Segment Start: Records to process
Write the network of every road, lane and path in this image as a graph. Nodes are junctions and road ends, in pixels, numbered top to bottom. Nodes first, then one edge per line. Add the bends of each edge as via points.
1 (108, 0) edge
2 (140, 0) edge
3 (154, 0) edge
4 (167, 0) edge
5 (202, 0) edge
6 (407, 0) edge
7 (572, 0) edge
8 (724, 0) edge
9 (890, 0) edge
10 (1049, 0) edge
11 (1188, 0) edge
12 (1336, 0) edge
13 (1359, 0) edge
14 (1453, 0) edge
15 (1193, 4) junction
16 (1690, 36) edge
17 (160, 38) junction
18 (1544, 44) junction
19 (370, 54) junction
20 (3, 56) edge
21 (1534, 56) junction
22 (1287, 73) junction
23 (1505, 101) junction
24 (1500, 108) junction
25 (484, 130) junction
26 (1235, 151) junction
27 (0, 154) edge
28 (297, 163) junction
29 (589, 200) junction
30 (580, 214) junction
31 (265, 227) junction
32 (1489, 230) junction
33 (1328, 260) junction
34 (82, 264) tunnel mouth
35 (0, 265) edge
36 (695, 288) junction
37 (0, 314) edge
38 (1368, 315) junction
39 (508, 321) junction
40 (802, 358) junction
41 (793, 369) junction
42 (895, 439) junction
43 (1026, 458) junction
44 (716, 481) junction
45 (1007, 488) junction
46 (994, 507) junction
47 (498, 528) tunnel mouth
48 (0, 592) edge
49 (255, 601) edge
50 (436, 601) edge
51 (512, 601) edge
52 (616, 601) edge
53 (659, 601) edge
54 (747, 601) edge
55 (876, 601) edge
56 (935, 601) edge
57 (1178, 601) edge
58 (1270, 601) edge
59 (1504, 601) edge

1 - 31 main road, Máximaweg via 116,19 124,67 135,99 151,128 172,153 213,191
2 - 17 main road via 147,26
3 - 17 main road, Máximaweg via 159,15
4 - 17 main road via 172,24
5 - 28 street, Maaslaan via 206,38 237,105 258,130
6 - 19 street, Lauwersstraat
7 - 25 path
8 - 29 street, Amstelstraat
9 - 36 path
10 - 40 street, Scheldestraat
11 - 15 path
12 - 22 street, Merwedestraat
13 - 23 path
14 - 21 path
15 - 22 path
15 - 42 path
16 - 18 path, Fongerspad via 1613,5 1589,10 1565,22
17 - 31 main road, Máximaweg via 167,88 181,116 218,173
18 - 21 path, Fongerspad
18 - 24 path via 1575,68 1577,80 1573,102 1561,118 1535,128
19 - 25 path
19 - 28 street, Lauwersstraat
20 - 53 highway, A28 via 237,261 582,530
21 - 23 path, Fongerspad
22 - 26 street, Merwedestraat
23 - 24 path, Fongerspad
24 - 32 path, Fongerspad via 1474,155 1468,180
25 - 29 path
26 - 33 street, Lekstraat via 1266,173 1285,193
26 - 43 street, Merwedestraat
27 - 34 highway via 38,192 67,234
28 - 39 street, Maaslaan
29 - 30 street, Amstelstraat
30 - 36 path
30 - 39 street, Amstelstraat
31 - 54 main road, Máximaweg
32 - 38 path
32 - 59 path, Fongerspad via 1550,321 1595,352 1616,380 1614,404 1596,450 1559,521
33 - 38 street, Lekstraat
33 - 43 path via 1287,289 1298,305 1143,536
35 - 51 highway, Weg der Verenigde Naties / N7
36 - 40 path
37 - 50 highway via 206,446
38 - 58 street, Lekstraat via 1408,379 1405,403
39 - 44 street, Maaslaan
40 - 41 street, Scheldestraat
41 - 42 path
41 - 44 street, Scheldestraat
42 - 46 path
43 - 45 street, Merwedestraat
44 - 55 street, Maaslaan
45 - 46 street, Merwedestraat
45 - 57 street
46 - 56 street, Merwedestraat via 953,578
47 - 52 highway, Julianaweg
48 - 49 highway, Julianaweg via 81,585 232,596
Segment End: Records to process
• [Action item]
When the entries above show the word "Merwedestraat" in a line, copy that line out.

• [Answer section]
12 - 22 street, Merwedestraat
22 - 26 street, Merwedestraat
26 - 43 street, Merwedestraat
43 - 45 street, Merwedestraat
45 - 46 street, Merwedestraat
46 - 56 street, Merwedestraat via 953,578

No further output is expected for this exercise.